This post has been updated to remove a reference to a report that said there are 28 sanctuary campuses in the U.S. That number has not been verified.
Wayne State University President M. Roy Wilson says the school will not become a “sanctuary campus” following a petition effort by students and faculty at the school.
In an email sent to the Midtown campus community Tuesday, Wilson said the “ill-defined and politically charged designation” is unnecessary because the school and its police already do not ask for or share the immigrant status of students unless required to do so by subpoena or court order.
More than 1,500 people signed the petition asking for the designation along with about a dozen other demands. A PhD student who helped drafted the proposal says declaring Wayne State a sanctuary campus would have provided a powerful symbol.
“Wayne State University, given its mission statement and its international identity as a diverse [and] inclusive school in an urban environment, should be a leader in the sanctuary movement,” said student Nate Kuehnl, who vowed to continue organizing. “It's not enough to just have ‘diversity’ as a university value. We need to walk the walk."
In denying the request of students, faculty and others, Wilson noted that no other Michigan universities have adopted the designation, and that the majority of colleges and universities across the country have declined to do so as well. Only about a dozen schools, most of them private, had declared themselves sanctuaries according to Wilson's statement.
At issue is the potential loss of federal funding that could accompany taking on
such a label. President Donald Trump has already moved to deny federal funds to cities that don't comply with federal officials in deporting undocumented immigrants. Congress introduced legislation last month to financially punish sanctuary campuses. And in Michigan, House lawmakers have introduced a bill that enacts financial penalties on local units of government who don’t comply with federal officials on immigration issues.
"It's a very difficult decision," Charles Parrish, president of the WSU chapter
of the American Association of University Professors/American Federation of
Teachers, said prior to Wilson’s email. "The president and the board are
hesitant because of the political situation in Lansing and nationally."
Though he stopped short of declaring Wayne State's campus a sanctuary, Wilson did heed the petitioners’ request that he sign a statement in support of the Deferred Action for Childhood Arrivals Program protecting immigrants whose families illegally brought them to the U.S. as children. Wayne State had until now been absent from the list of 600 U.S. colleges and universities supporting DACA. The leaders of five other Michigan universities had signed the statement early on.
While petitioner Kuehnl said he appreciates Wayne State’s joining the list, he says the university still “has not offered a public declaration supporting its immigrant community and denouncing rhetoric that would mean it harm.”
Wilson’s Tuesday message was at first only sent internally and did not accompany the list of public statements on his website until late afternoon. Kuehnl said it showed the university’s “failure to lead on these issues.”

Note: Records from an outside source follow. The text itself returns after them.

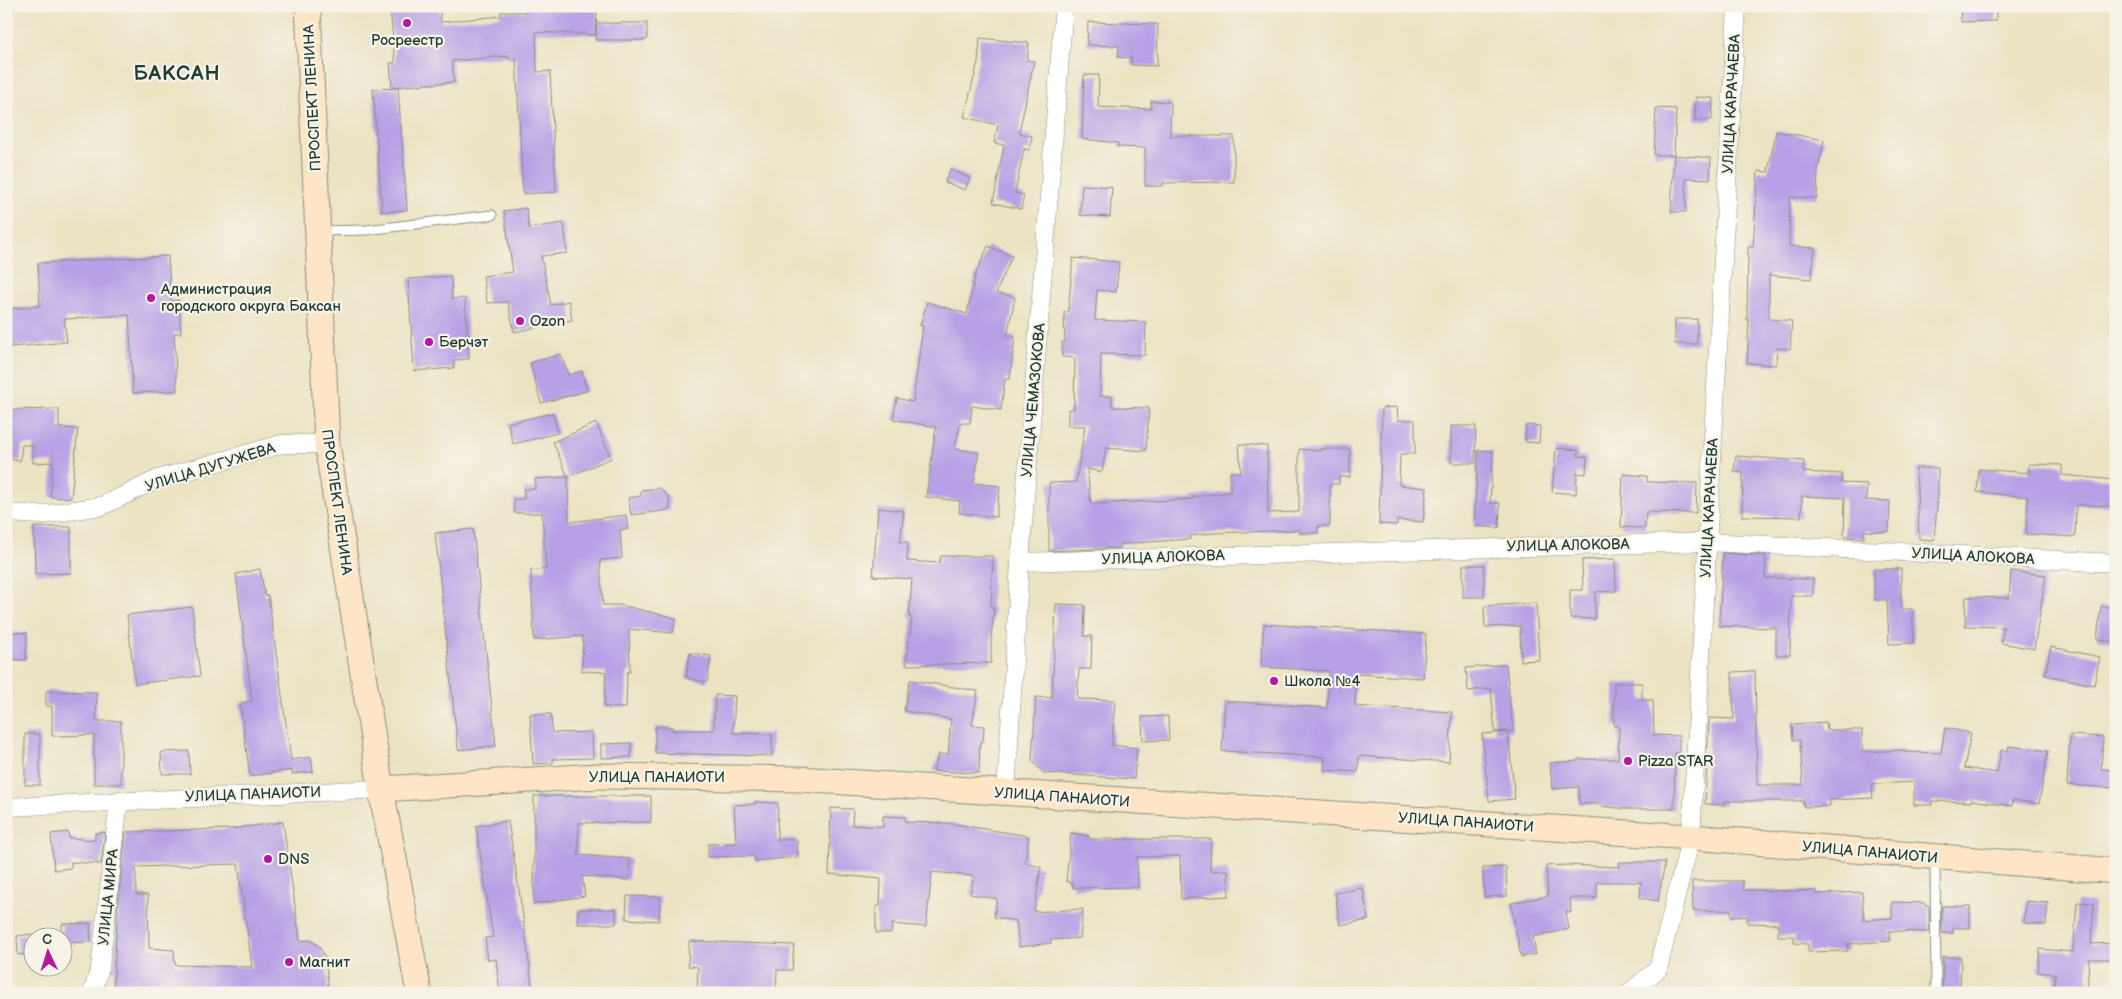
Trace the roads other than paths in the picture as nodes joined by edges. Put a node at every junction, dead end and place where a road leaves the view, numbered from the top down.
1 (308, 6) edge
2 (1064, 6) edge
3 (1737, 6) edge
4 (492, 215) dead end
5 (318, 231) junction
6 (328, 444) junction
7 (6, 513) edge
8 (1707, 542) junction
9 (1020, 562) junction
10 (2116, 563) edge
11 (381, 789) junction
12 (1006, 793) junction
13 (119, 800) junction
14 (6, 807) edge
15 (1691, 837) junction
16 (1935, 858) junction
17 (2116, 871) edge
18 (92, 993) edge
19 (419, 993) edge
20 (1629, 993) edge
21 (1936, 993) edge

1 - 5 street, ПРОСПЕКТ ЛЕНИНА
2 - 9 street, УЛИЦА ЧЕМАЗОКОВА
3 - 8 street, УЛИЦА КАРАЧАЕВА
4 - 5 lane
5 - 6 street, ПРОСПЕКТ ЛЕНИНА
6 - 7 street, УЛИЦА ДУГУЖЕВА
6 - 11 street, ПРОСПЕКТ ЛЕНИНА
8 - 9 street, УЛИЦА АЛОКОВА
8 - 10 street, УЛИЦА АЛОКОВА
8 - 15 street, УЛИЦА КАРАЧАЕВА
9 - 12 street, УЛИЦА ЧЕМАЗОКОВА
11 - 12 street, УЛИЦА ПАНАИОТИ
11 - 13 street, УЛИЦА ПАНАИОТИ
11 - 19 street, ПРОСПЕКТ ЛЕНИНА
12 - 15 street, УЛИЦА ПАНАИОТИ
13 - 14 street, УЛИЦА ПАНАИОТИ
13 - 18 street, УЛИЦА МИРА
15 - 16 street, УЛИЦА ПАНАИОТИ
15 - 20 street, УЛИЦА КАРАЧАЕВА
16 - 17 street, УЛИЦА ПАНАИОТИ
16 - 21 lane

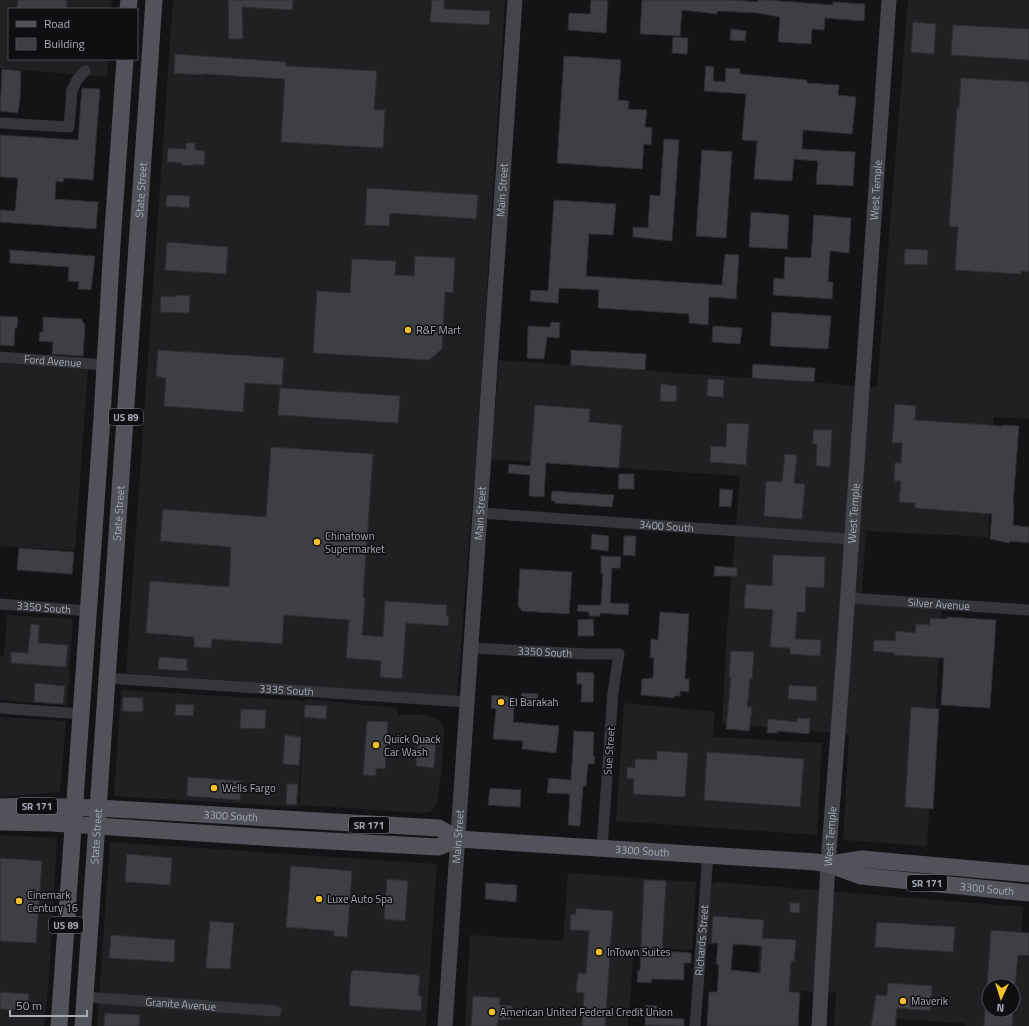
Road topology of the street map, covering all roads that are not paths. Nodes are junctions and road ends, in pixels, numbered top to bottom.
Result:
1 (154, 0) edge
2 (515, 0) edge
3 (890, 0) edge
4 (125, 60) edge
5 (85, 71) dead end
6 (0, 123) edge
7 (0, 357) edge
8 (105, 364) junction
9 (480, 513) junction
10 (852, 539) junction
11 (848, 598) junction
12 (0, 604) edge
13 (88, 610) junction
14 (1029, 610) edge
15 (471, 648) junction
16 (619, 654) joint
17 (107, 678) junction
18 (467, 702) junction
19 (0, 708) edge
20 (81, 714) junction
21 (0, 807) edge
22 (98, 808) junction
23 (74, 816) junction
24 (0, 822) edge
25 (96, 826) junction
26 (458, 839) junction
27 (602, 848) junction
28 (708, 855) junction
29 (828, 864) junction
30 (1029, 874) edge
31 (1029, 893) edge
32 (85, 997) junction
33 (276, 1011) dead end
34 (59, 1026) edge
35 (83, 1026) edge
36 (445, 1026) edge
37 (695, 1026) edge
38 (819, 1026) edge

1 - 17 main road, State Street / US 89
2 - 9 street, Main Street
3 - 10 street, West Temple
4 - 8 main road, US 89
5 - 6 street
7 - 8 street, Ford Avenue
8 - 13 main road, US 89
9 - 10 street, 3400 South
9 - 15 street, Main Street
10 - 11 street, West Temple
11 - 14 street, Silver Avenue
11 - 29 street, West Temple
12 - 13 street, 3350 South
13 - 20 main road, US 89
15 - 16 street, 3350 South
15 - 18 street, Main Street
16 - 27 street, Sue Street
17 - 18 street, 3335 South
17 - 22 main road, State Street / US 89
18 - 26 street, Main Street
19 - 20 street
20 - 23 main road, US 89
21 - 23 main road, 3300 South / SR 171
22 - 23 main road, 3300 South / SR 171
22 - 25 main road, State Street / US 89
22 - 26 main road, 3300 South / SR 171
23 - 24 main road, 3300 South / SR 171
23 - 25 main road, 3300 South / SR 171
23 - 34 main road, US 89
25 - 26 main road, 3300 South / SR 171
25 - 32 main road, State Street / US 89
26 - 27 main road, 3300 South / SR 171
26 - 36 street, Main Street
27 - 28 main road, 3300 South / SR 171
28 - 29 main road, 3300 South / SR 171
28 - 37 street, Richards Street
29 - 30 main road, 3300 South / SR 171
29 - 31 main road, 3300 South / SR 171
29 - 38 street, West Temple
32 - 33 street, Granite Avenue
32 - 35 main road, State Street / US 89

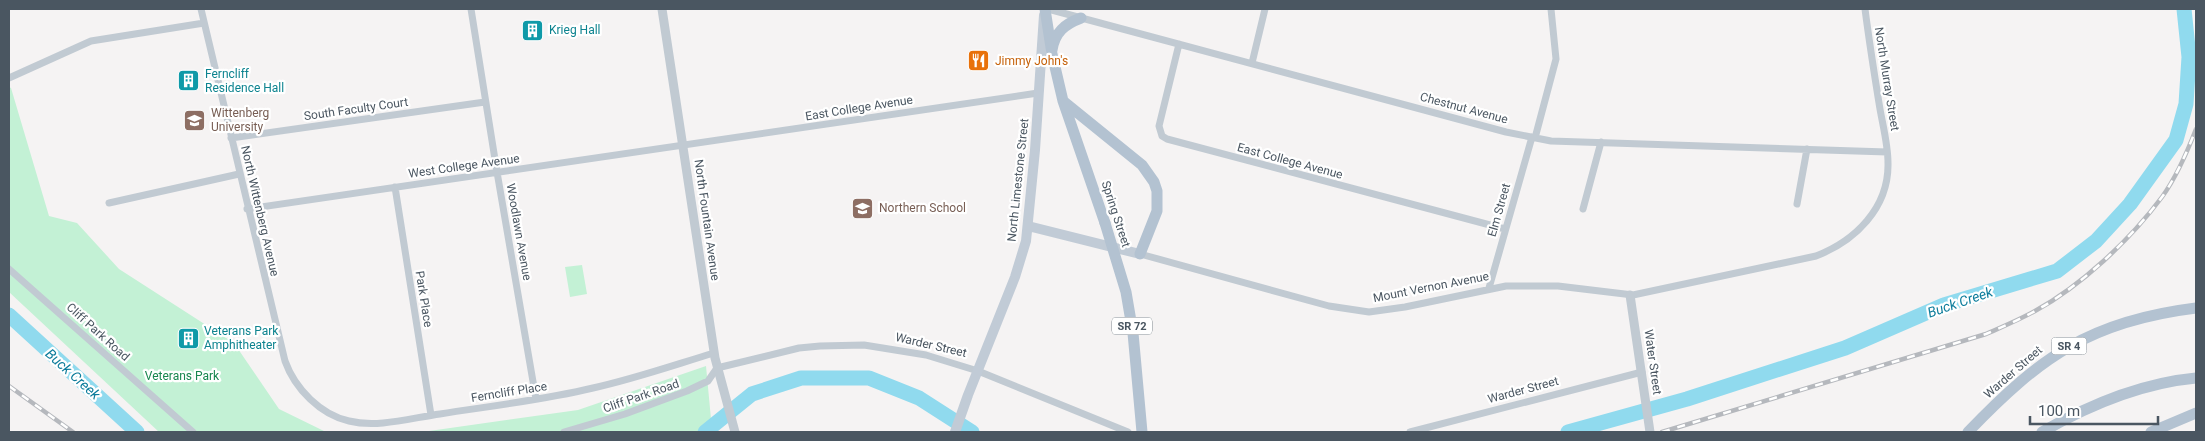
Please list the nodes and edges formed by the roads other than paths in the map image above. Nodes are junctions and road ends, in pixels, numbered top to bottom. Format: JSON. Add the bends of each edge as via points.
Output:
{"nodes":[{"id":1,"x":200,"y":9,"type":"edge"},
{"id":2,"x":471,"y":9,"type":"edge"},
{"id":3,"x":662,"y":9,"type":"edge"},
{"id":4,"x":1046,"y":9,"type":"edge"},
{"id":5,"x":1265,"y":9,"type":"edge"},
{"id":6,"x":1551,"y":9,"type":"edge"},
{"id":7,"x":1865,"y":9,"type":"edge"},
{"id":8,"x":1081,"y":18,"type":"junction"},
{"id":9,"x":204,"y":22,"type":"junction"},
{"id":10,"x":1179,"y":44,"type":"junction"},
{"id":11,"x":1052,"y":54,"type":"junction"},
{"id":12,"x":1252,"y":63,"type":"junction"},
{"id":13,"x":9,"y":78,"type":"edge"},
{"id":14,"x":1038,"y":93,"type":"junction"},
{"id":15,"x":1063,"y":101,"type":"junction"},
{"id":16,"x":485,"y":102,"type":"junction"},
{"id":17,"x":1533,"y":137,"type":"junction"},
{"id":18,"x":231,"y":138,"type":"junction"},
{"id":19,"x":1601,"y":142,"type":"junction"},
{"id":20,"x":683,"y":145,"type":"junction"},
{"id":21,"x":1807,"y":149,"type":"junction"},
{"id":22,"x":1887,"y":152,"type":"junction"},
{"id":23,"x":497,"y":172,"type":"junction"},
{"id":24,"x":239,"y":174,"type":"junction"},
{"id":25,"x":395,"y":187,"type":"junction"},
{"id":26,"x":109,"y":203,"type":"dead end"},
{"id":27,"x":1797,"y":204,"type":"dead end"},
{"id":28,"x":247,"y":209,"type":"junction"},
{"id":29,"x":1583,"y":209,"type":"dead end"},
{"id":30,"x":1028,"y":226,"type":"junction"},
{"id":31,"x":1505,"y":229,"type":"junction"},
{"id":32,"x":1140,"y":254,"type":"junction"},
{"id":33,"x":1786,"y":263,"type":"joint"},
{"id":34,"x":9,"y":269,"type":"edge"},
{"id":35,"x":1489,"y":288,"type":"junction"},
{"id":36,"x":1630,"y":295,"type":"junction"},
{"id":37,"x":2196,"y":308,"type":"edge"},
{"id":38,"x":714,"y":353,"type":"junction"},
{"id":39,"x":718,"y":368,"type":"junction"},
{"id":40,"x":978,"y":371,"type":"junction"},
{"id":41,"x":1642,"y":372,"type":"junction"},
{"id":42,"x":2196,"y":378,"type":"edge"},
{"id":43,"x":310,"y":398,"type":"joint"},
{"id":44,"x":536,"y":399,"type":"junction"},
{"id":45,"x":2196,"y":413,"type":"edge"},
{"id":46,"x":431,"y":415,"type":"junction"},
{"id":47,"x":1650,"y":429,"type":"edge"},
{"id":48,"x":193,"y":432,"type":"edge"},
{"id":49,"x":564,"y":432,"type":"edge"},
{"id":50,"x":735,"y":432,"type":"edge"},
{"id":51,"x":955,"y":432,"type":"edge"},
{"id":52,"x":1128,"y":432,"type":"edge"},
{"id":53,"x":1142,"y":432,"type":"edge"},
{"id":54,"x":1410,"y":432,"type":"edge"},
{"id":55,"x":1968,"y":432,"type":"edge"},
{"id":56,"x":2042,"y":432,"type":"edge"},
{"id":57,"x":2151,"y":432,"type":"edge"}],
"edges":[{"from":1,"to":9,"type":"street","name":"North Wittenberg Avenue"},
{"from":2,"to":16,"type":"street","name":"Woodlawn Avenue"},
{"from":3,"to":20,"type":"street","name":"North Fountain Avenue"},
{"from":4,"to":8,"type":"street","name":"Chestnut Avenue"},
{"from":4,"to":11,"type":"main road","name":"Spring Street","number":"SR 72"},
{"from":4,"to":14,"type":"main road","name":"North Limestone Street"},
{"from":5,"to":12,"type":"street"},
{"from":6,"to":17,"type":"street","name":"Elm Street","via":[[1556,59]]},
{"from":7,"to":22,"type":"street","name":"North Murray Street"},
{"from":8,"to":10,"type":"street","name":"Chestnut Avenue"},
{"from":8,"to":11,"type":"main road","via":[[1060,31],[1054,40]]},
{"from":9,"to":13,"type":"street","via":[[91,41]]},
{"from":9,"to":18,"type":"street","name":"North Wittenberg Avenue"},
{"from":10,"to":12,"type":"street","name":"Chestnut Avenue"},
{"from":10,"to":31,"type":"street","name":"East College Avenue","via":[[1158,126],[1167,139]]},
{"from":11,"to":15,"type":"main road","name":"Spring Street","number":"SR 72"},
{"from":12,"to":17,"type":"street","name":"Chestnut Avenue"},
{"from":14,"to":20,"type":"street","name":"East College Avenue"},
{"from":14,"to":30,"type":"main road","name":"North Limestone Street"},
{"from":15,"to":32,"type":"main road","via":[[1142,165],[1154,182],[1157,211]]},
{"from":15,"to":53,"type":"main road","name":"Spring Street","number":"SR 72","bridge":true,"via":[[1126,292]]},
{"from":16,"to":18,"type":"street","name":"South Faculty Court"},
{"from":16,"to":23,"type":"street","name":"Woodlawn Avenue"},
{"from":17,"to":19,"type":"street","name":"Chestnut Avenue","via":[[1550,141]]},
{"from":17,"to":31,"type":"street","name":"Elm Street"},
{"from":18,"to":24,"type":"street","name":"North Wittenberg Avenue"},
{"from":19,"to":21,"type":"street","name":"Chestnut Avenue"},
{"from":19,"to":29,"type":"street"},
{"from":20,"to":23,"type":"street","name":"West College Avenue"},
{"from":20,"to":38,"type":"street","name":"North Fountain Avenue"},
{"from":21,"to":22,"type":"street","name":"Chestnut Avenue"},
{"from":21,"to":27,"type":"street"},
{"from":22,"to":33,"type":"street","name":"North Murray Street","via":[[1886,182],[1880,202],[1866,224],[1829,251]]},
{"from":23,"to":25,"type":"street","name":"West College Avenue"},
{"from":23,"to":44,"type":"street","name":"Woodlawn Avenue"},
{"from":24,"to":26,"type":"street"},
{"from":24,"to":28,"type":"street","name":"North Wittenberg Avenue"},
{"from":25,"to":28,"type":"street","name":"West College Avenue"},
{"from":25,"to":46,"type":"street","name":"Park Place"},
{"from":28,"to":43,"type":"street","name":"North Wittenberg Avenue","via":[[285,362],[295,383]]},
{"from":30,"to":32,"type":"main road","name":"Mount Vernon Avenue"},
{"from":30,"to":40,"type":"main road","name":"North Limestone Street","via":[[1015,277]]},
{"from":31,"to":35,"type":"street","name":"Elm Street"},
{"from":32,"to":35,"type":"street","name":"Mount Vernon Avenue","via":[[1351,311],[1382,312]]},
{"from":33,"to":36,"type":"street","name":"Mount Vernon Avenue"},
{"from":34,"to":48,"type":"street","name":"Cliff Park Road"},
{"from":35,"to":36,"type":"street","name":"Mount Vernon Avenue","via":[[1529,285]]},
{"from":36,"to":41,"type":"street","name":"Water Street"},
{"from":37,"to":55,"type":"main road","name":"Warder Street","number":"SR 4","via":[[2117,324],[2075,342],[2013,386]]},
{"from":38,"to":39,"type":"street","name":"North Fountain Avenue"},
{"from":38,"to":44,"type":"street","name":"Ferncliff Place","via":[[595,388]]},
{"from":39,"to":40,"type":"street","name":"Warder Street","via":[[798,348],[864,345],[926,355]]},
{"from":39,"to":49,"type":"street","name":"Cliff Park Road","via":[[708,381],[687,391]]},
{"from":39,"to":50,"type":"street","name":"North Fountain Avenue"},
{"from":40,"to":51,"type":"main road","name":"North Limestone Street"},
{"from":40,"to":52,"type":"street","name":"Warder Street"},
{"from":41,"to":47,"type":"street","name":"Water Street"},
{"from":41,"to":54,"type":"street","name":"Warder Street"},
{"from":42,"to":56,"type":"main road","via":[[2114,398]]},
{"from":43,"to":46,"type":"street","name":"Ferncliff Place","via":[[332,415],[351,422],[381,422]]},
{"from":44,"to":46,"type":"street","name":"Ferncliff Place"},
{"from":45,"to":57,"type":"main road"}]}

Others who backed the petition described Wilson’s support for undocumented students as weak when compared with that of other Michigan universities. The University of Michigan’s president, for example, went a step further than Wayne State by coming out in support of legislation known as the BRIDGE Act, which would allow individuals in the U.S. who arrived as children to stay in the country for another three years without the threat of deportation. That school also said it would establish a working group to help it better understand the needs and concerns of international members of its campus community and to consider ideas for additional support.